A study conducted lately by a team of international researchers at the University of Cambridge and the Instituto de Astrofísica de Canarias (IAC) in Spain has discovered some strange traces of metals in the atmosphere an exoplanet known as WASP-127b.
The WASP-127b is a huge gaseous world having moderately clear skies. This distant exoplanet having a surface temperature of near about fourteen hundred Kelvin (eleven hundred twenty-seven degrees Celsius), is a giant body with a radius that is around 1.4 times bigger as compared to the Jupiter. However, the mass of this exoplanet is just twenty percent of the mass of the Jupiter. The WASP-127b is such that it not comparable with any of the celestial bodies in our Solar System and is the most distinct of its kind. This exoplanet takes only 4 days to make one complete orbit around its host star.
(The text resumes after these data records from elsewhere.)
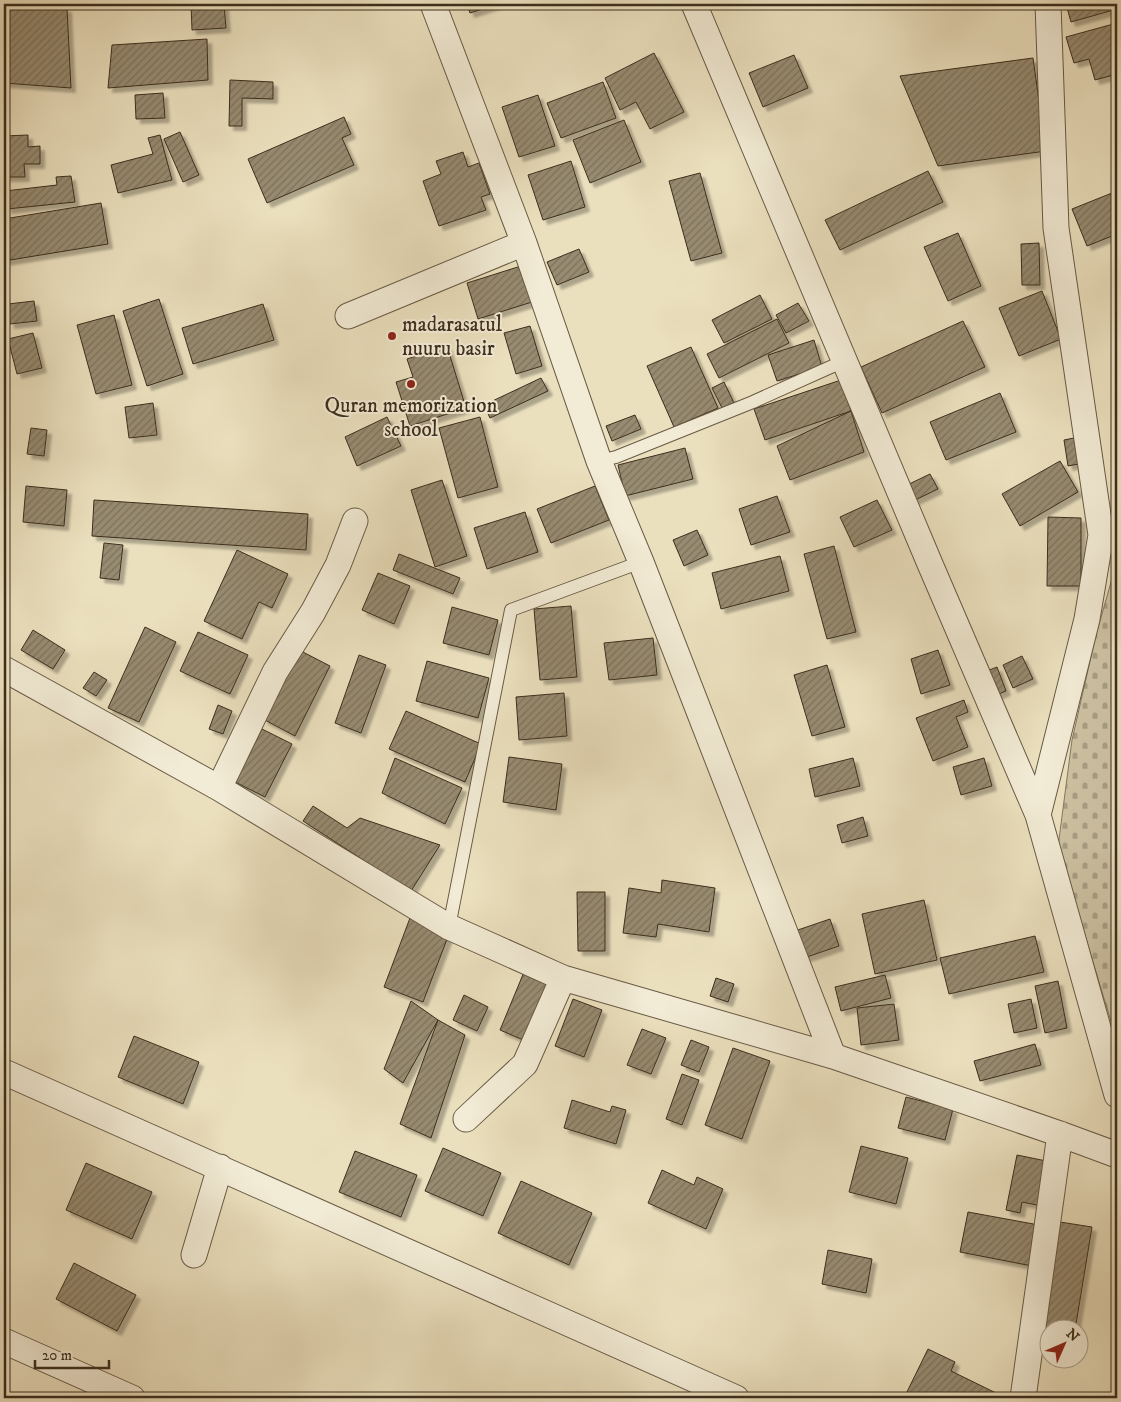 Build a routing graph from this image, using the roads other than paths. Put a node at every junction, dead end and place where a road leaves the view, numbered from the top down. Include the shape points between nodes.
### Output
1 (433, 4) edge
2 (694, 4) edge
3 (1048, 4) edge
4 (524, 243) junction
5 (348, 316) dead end
6 (844, 361) junction
7 (599, 461) junction
8 (1107, 508) edge
9 (355, 521) dead end
10 (1117, 531) edge
11 (1098, 550) junction
12 (641, 562) junction
13 (4, 669) edge
14 (219, 788) junction
15 (1038, 815) junction
16 (449, 927) junction
17 (563, 978) junction
18 (833, 1056) junction
19 (4, 1072) edge
20 (1117, 1095) edge
21 (466, 1119) dead end
22 (1060, 1134) junction
23 (1117, 1155) edge
24 (220, 1167) junction
25 (194, 1256) dead end
26 (4, 1341) edge
27 (132, 1398) edge
28 (736, 1398) edge
29 (1023, 1398) edge

1 - 4 street
2 - 6 street
3 - 8 street via 1056,228
4 - 5 street
4 - 7 street
6 - 7 lane via 734,409
6 - 15 street
7 - 12 street
8 - 11 street
9 - 14 street via 338,565 313,612 274,672
10 - 11 street
11 - 15 street via 1087,619
12 - 16 lane via 512,610
12 - 18 street
13 - 14 street
14 - 16 street
15 - 20 street
16 - 17 street
17 - 18 street
17 - 21 street via 525,1064
18 - 22 street
19 - 24 street
22 - 23 street
22 - 29 street
24 - 25 street
24 - 28 street
26 - 27 street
The study of the WASP-127b brought to light the existence of massive amounts of alkali metal along with potassium, lithium, and sodium in its atmosphere. This is the very first time that existence of metals was detected in an exoplanet. As said by the researchers the reason behind the exoplanet’s clear skies could be the high absorbing power of potassium and sodium. According to the reports of the study, the skies of the exoplanet are near about fifty percent clear.
The first author of the study, Dr. Guo Chen at the Instituto de Astrofísica de Canarias, said in a statement, “The particular characteristics of this planet allowed us to perform a detailed study of its rich atmospheric composition.” Further, the researcher added, “The presence of lithium is important to understand the evolutionary history of the planetary system and could shed light on the mechanisms of planet formation.”
As revealed by the study, the exoplanet’s parent star, WASP-127, also showed an abundance of lithium in its atmosphere. This made the researchers to point out that the star could be a massive red body, many hundred times brighter as compared to the Sun. The study also found certain evidences of water on the surface of the exoplanet.
All the observations of the exoplanet in the study were made using the Gran Telescopio Canarias (GTC) and the study was published in the Astronomy & Astrophysics journal.